Wherever "Statue" appears in a line of the records below, count that line, and report only the number.

■ Record excerpts
▼

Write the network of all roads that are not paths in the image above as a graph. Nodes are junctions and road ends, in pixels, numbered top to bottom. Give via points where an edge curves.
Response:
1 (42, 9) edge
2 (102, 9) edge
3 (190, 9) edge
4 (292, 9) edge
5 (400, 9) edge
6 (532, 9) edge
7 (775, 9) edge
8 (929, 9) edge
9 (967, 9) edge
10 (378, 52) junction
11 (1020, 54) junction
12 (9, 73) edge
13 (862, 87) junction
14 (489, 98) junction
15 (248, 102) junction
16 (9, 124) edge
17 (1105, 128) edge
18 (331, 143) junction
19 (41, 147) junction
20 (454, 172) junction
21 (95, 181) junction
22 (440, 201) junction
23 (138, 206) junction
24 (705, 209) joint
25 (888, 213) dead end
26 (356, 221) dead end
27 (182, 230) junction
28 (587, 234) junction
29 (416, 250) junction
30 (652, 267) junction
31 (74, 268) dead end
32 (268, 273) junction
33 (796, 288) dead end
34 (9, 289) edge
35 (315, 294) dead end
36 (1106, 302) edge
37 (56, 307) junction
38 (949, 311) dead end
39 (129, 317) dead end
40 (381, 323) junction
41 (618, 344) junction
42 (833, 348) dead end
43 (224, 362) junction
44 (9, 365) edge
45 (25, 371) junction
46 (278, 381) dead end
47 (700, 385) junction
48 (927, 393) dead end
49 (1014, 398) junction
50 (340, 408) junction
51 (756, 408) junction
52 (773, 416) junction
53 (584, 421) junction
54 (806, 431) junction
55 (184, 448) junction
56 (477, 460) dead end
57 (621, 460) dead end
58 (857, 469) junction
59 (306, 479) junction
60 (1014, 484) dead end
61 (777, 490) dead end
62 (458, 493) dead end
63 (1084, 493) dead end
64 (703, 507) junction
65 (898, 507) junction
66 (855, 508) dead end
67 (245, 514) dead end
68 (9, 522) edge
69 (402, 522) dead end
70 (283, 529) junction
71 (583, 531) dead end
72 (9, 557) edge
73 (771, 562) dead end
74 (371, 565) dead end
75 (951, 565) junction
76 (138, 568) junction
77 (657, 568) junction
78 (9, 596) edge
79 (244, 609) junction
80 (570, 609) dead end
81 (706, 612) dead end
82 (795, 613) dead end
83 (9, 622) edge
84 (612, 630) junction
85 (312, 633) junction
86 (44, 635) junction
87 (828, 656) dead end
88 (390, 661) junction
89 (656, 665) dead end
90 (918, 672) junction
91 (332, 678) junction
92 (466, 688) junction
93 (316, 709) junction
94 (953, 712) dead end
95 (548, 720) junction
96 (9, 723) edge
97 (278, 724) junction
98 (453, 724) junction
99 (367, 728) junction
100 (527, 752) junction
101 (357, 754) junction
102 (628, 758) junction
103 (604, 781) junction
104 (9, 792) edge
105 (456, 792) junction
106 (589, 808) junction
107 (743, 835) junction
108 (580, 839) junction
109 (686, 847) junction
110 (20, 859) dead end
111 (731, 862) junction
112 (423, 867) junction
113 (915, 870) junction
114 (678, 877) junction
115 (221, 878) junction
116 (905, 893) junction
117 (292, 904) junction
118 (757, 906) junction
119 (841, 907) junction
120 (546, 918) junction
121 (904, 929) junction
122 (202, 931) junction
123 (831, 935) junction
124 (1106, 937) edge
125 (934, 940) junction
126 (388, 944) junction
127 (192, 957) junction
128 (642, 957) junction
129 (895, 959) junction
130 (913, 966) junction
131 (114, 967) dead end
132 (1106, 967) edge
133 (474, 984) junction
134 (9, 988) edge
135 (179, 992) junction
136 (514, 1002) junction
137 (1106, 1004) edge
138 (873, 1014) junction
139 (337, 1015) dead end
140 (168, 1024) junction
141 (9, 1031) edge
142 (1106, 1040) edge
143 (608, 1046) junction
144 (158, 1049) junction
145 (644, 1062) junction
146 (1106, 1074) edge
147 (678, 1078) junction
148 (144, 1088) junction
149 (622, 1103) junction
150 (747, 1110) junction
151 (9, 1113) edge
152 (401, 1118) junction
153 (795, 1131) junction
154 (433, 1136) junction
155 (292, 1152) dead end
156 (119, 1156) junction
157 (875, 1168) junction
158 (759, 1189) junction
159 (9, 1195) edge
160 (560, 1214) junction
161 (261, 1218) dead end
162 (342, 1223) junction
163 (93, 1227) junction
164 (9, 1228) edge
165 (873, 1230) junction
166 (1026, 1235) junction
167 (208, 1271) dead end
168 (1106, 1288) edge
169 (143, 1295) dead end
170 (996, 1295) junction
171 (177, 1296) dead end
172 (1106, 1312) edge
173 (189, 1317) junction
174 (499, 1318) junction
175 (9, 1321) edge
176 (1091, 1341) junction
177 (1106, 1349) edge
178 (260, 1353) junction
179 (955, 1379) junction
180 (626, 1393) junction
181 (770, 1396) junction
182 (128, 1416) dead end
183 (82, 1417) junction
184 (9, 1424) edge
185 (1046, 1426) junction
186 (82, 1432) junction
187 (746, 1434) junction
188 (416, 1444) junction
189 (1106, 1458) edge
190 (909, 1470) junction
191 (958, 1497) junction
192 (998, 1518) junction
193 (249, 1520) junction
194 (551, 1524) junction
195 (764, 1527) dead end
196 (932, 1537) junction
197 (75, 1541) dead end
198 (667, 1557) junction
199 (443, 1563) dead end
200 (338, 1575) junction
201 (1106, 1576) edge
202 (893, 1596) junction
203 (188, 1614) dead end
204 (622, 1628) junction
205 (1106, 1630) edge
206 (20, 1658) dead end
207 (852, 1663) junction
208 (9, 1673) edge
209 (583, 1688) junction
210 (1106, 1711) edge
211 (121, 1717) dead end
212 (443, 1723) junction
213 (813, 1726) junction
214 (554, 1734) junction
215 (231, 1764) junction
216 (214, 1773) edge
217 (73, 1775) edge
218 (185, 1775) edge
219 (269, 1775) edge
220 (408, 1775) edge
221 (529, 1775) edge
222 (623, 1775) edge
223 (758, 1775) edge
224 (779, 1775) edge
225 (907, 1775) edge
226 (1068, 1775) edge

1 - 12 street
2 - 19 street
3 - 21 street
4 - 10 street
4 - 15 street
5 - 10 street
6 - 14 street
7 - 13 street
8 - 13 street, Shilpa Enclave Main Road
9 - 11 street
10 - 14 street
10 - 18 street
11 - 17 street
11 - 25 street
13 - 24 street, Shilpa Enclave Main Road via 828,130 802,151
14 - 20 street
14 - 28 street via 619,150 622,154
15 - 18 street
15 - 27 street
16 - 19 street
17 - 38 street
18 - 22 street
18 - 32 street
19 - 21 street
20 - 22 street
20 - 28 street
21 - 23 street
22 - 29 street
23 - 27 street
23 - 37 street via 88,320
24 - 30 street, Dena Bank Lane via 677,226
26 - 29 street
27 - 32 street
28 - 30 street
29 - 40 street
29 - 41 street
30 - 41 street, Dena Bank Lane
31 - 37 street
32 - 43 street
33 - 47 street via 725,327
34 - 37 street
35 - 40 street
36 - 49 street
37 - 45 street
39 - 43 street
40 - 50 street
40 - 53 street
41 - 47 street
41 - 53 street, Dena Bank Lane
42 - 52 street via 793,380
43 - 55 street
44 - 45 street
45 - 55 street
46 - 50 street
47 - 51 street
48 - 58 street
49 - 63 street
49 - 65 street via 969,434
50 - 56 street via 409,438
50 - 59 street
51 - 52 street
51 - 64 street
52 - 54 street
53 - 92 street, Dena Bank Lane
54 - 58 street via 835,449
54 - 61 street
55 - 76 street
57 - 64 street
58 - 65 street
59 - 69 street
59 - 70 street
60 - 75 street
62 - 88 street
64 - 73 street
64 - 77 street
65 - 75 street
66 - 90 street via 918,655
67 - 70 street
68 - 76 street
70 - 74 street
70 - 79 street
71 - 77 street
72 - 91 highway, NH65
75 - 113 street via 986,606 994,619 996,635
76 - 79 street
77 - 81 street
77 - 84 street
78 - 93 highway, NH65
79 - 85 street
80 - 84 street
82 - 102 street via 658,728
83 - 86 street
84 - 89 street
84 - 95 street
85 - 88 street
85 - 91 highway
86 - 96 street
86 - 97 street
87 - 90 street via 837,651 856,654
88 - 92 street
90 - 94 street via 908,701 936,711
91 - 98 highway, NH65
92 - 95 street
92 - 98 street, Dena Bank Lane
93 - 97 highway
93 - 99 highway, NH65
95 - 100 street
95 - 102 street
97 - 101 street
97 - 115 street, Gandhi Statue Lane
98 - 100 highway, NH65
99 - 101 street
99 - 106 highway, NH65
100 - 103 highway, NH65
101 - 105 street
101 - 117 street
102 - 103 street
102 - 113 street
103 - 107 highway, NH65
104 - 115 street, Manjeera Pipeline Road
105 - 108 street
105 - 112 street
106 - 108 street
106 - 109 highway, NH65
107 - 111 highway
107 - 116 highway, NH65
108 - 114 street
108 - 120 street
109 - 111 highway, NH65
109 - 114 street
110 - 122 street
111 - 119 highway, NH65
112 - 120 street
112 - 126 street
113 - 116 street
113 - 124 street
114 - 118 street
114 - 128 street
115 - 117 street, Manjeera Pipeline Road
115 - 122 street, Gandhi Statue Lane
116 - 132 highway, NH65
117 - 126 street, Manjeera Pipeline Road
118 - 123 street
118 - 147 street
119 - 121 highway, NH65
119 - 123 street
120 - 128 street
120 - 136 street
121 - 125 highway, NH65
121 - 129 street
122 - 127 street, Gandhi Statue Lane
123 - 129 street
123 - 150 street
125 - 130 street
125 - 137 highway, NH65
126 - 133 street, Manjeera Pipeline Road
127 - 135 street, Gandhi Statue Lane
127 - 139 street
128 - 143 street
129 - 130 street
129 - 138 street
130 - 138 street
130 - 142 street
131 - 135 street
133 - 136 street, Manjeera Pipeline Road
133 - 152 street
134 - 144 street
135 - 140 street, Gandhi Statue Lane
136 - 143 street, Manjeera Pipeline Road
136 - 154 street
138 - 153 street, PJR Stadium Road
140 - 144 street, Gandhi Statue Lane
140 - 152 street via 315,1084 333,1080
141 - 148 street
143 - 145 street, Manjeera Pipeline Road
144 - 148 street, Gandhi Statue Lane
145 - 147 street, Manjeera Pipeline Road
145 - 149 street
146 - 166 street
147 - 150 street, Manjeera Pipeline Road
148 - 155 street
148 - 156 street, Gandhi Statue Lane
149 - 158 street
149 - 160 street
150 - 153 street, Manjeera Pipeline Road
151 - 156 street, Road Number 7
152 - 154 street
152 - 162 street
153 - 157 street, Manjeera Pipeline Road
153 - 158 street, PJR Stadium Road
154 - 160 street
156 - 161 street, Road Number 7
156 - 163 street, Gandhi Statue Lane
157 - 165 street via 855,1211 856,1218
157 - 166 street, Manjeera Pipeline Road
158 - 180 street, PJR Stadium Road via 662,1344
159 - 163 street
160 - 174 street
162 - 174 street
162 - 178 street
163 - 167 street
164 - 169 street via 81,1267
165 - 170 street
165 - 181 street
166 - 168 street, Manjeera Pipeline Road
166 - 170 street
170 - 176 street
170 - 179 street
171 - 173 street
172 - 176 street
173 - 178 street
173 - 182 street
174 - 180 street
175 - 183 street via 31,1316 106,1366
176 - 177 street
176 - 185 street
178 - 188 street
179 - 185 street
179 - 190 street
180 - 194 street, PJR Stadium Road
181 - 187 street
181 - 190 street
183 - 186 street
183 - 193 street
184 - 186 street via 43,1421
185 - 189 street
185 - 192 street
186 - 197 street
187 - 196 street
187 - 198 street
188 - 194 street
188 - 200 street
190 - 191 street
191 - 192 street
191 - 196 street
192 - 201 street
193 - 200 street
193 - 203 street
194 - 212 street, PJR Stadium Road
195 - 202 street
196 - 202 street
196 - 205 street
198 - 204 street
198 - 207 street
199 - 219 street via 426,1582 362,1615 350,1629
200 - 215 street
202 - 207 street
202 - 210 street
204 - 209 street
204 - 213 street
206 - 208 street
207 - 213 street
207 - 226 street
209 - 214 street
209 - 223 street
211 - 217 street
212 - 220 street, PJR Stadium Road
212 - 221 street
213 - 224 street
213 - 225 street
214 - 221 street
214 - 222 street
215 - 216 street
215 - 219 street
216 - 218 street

▲

■ Result of this exercise
9